MEDIAS • TÉLÉVISION : FAITES ENTRER L'ACCUSÉ !
Laurent Ruquier, grand pape d'On le n'est pas couché, diffusé le samedi soir sur France 2
PAR BRUNO-STÉPHANE CHAMBON
Pourquoi tant d'hommes politiques ou de culture acceptent-ils de se faire ridiculiser dans des émissions de divertissement pas faites pour eux ? Le public raffole des mises à mort. Il aime les bûchers, il jubile à l'idée d'assister à un martyre
Il entre dans le prétoire, accueilli par le Président du tribunal, jovial et avenant, qui lui désigne un siège en apparence confortable. Il est en face des deux interlocuteurs de service amènes.

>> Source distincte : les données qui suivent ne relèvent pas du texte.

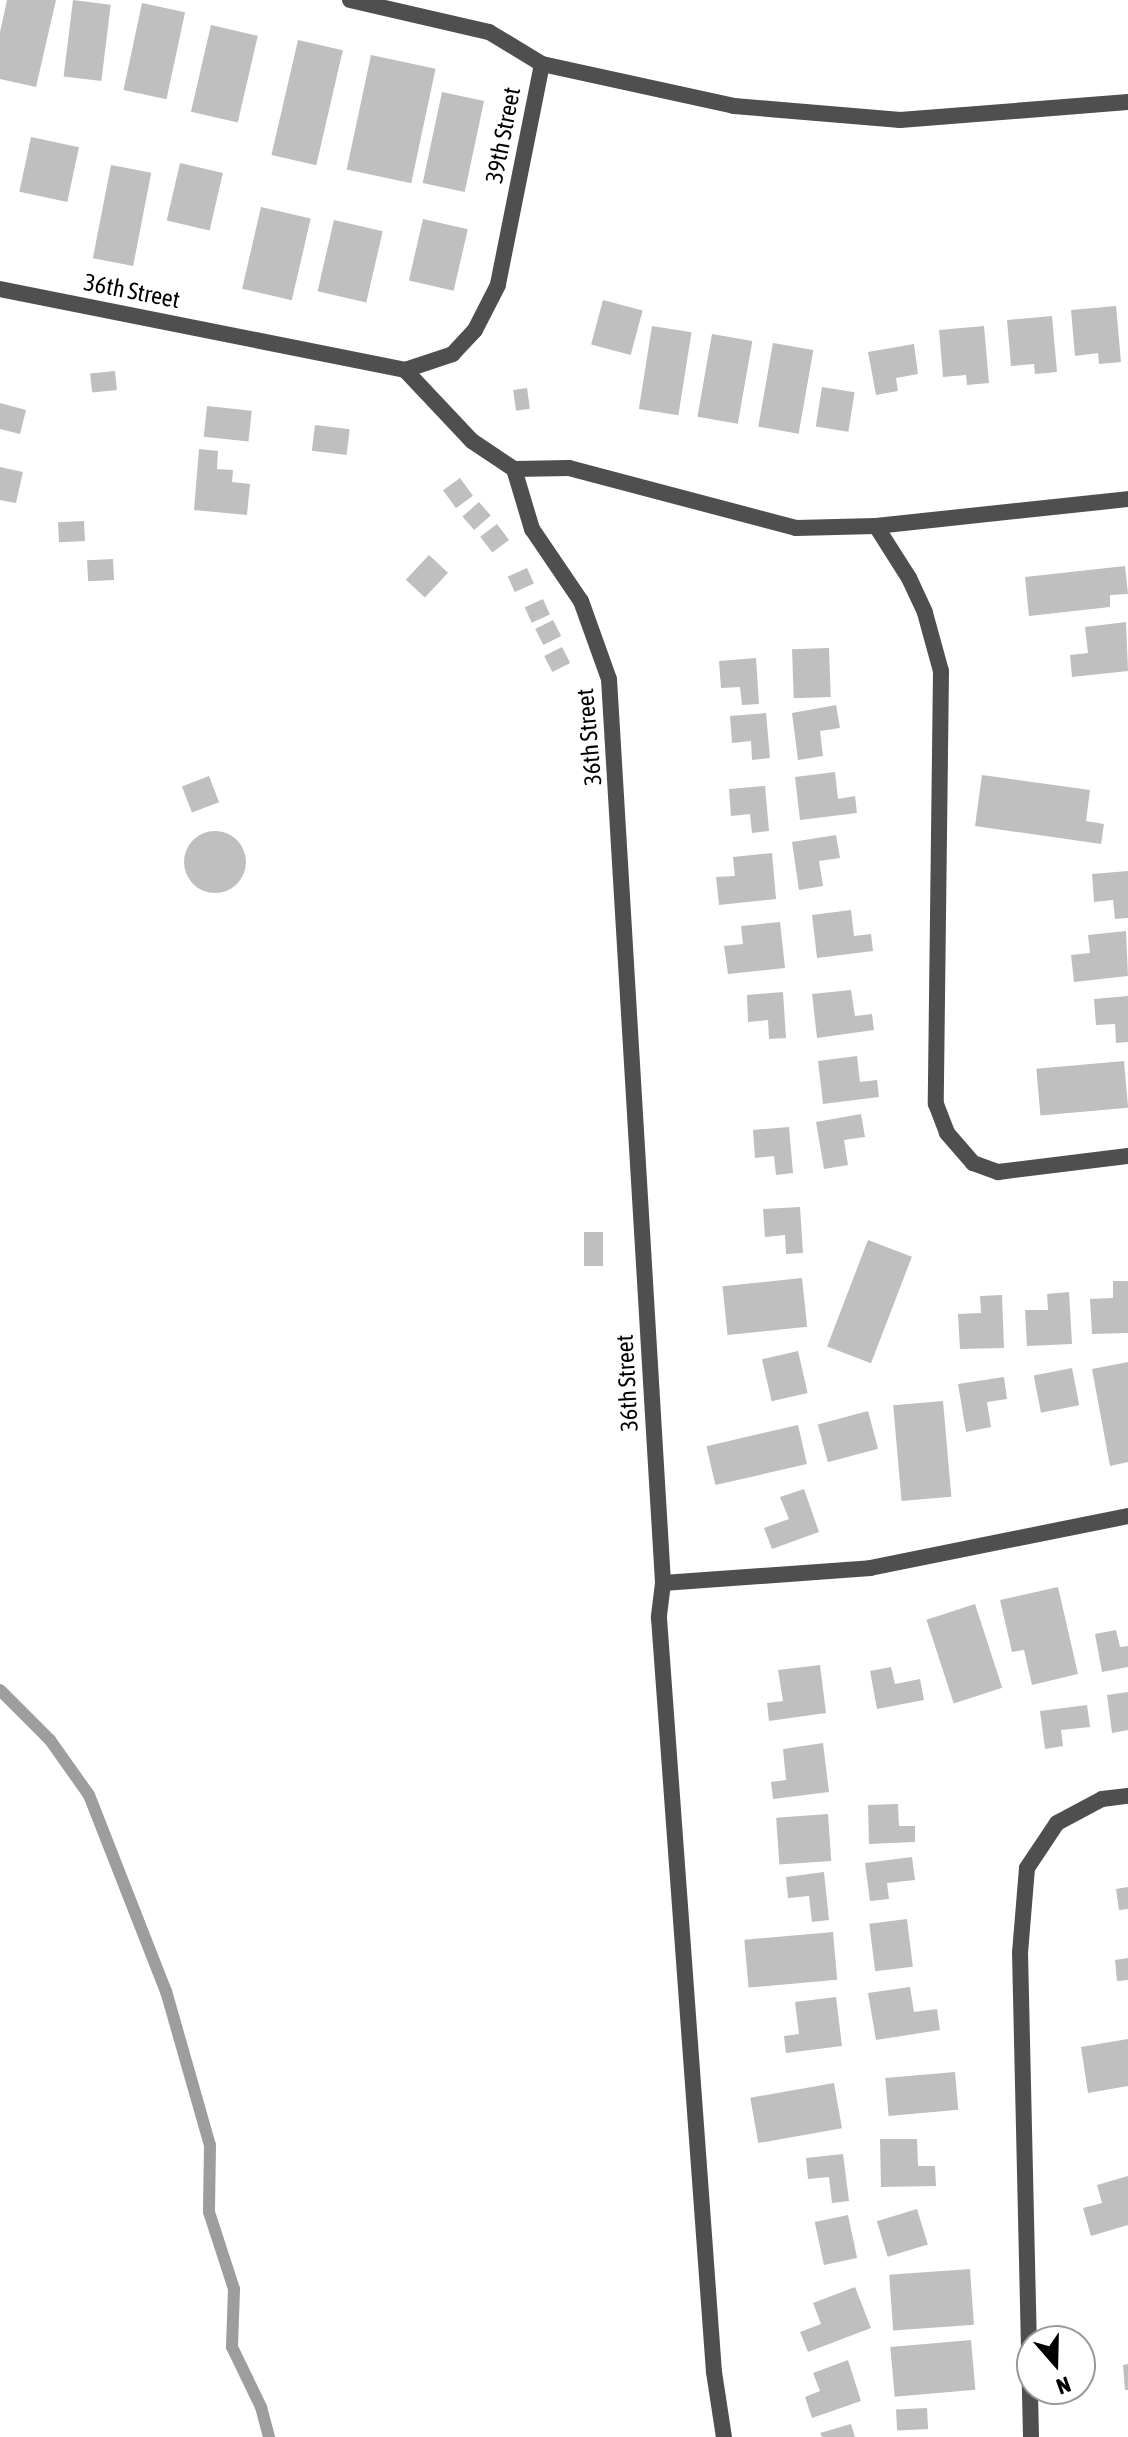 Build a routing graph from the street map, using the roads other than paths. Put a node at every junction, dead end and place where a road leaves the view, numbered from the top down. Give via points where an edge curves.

Après la présentation de l'individu et l'évocation de ses ouvrages, commence l'interrogatoire avec pour principal grief, une phrase. Quelques mots, quelques lignes tout au plus, dénichées au détour d'un paragraphe sélectionné parmi les 300 pages d'un livre, les 5o interventions d'un homme politique, les trente secondes extirpées d'un film d'une durée de deux heures. La phrase qu'il ne fallait pas dire, la phrase inadmissible. Sortie de son contexte. Les deux journalistes de l'émission se sont mué en nouveaux procureurs. Ils n'ont pas l'air de maîtriser leur dossier, qu'importe, leurs assistants ont déjà sélectionné les déclarations de l'intéressé. Le juge alors s'esclaffe bruyamment aux saillies de ses acolytes, sous les huées du public-jury hostile à l'accusé. Enfin les justiciers obtiennent l'aveu du coupable : il est réac, sa phrase était ignoble et son oeuvre est qualifiée de nauséabonde.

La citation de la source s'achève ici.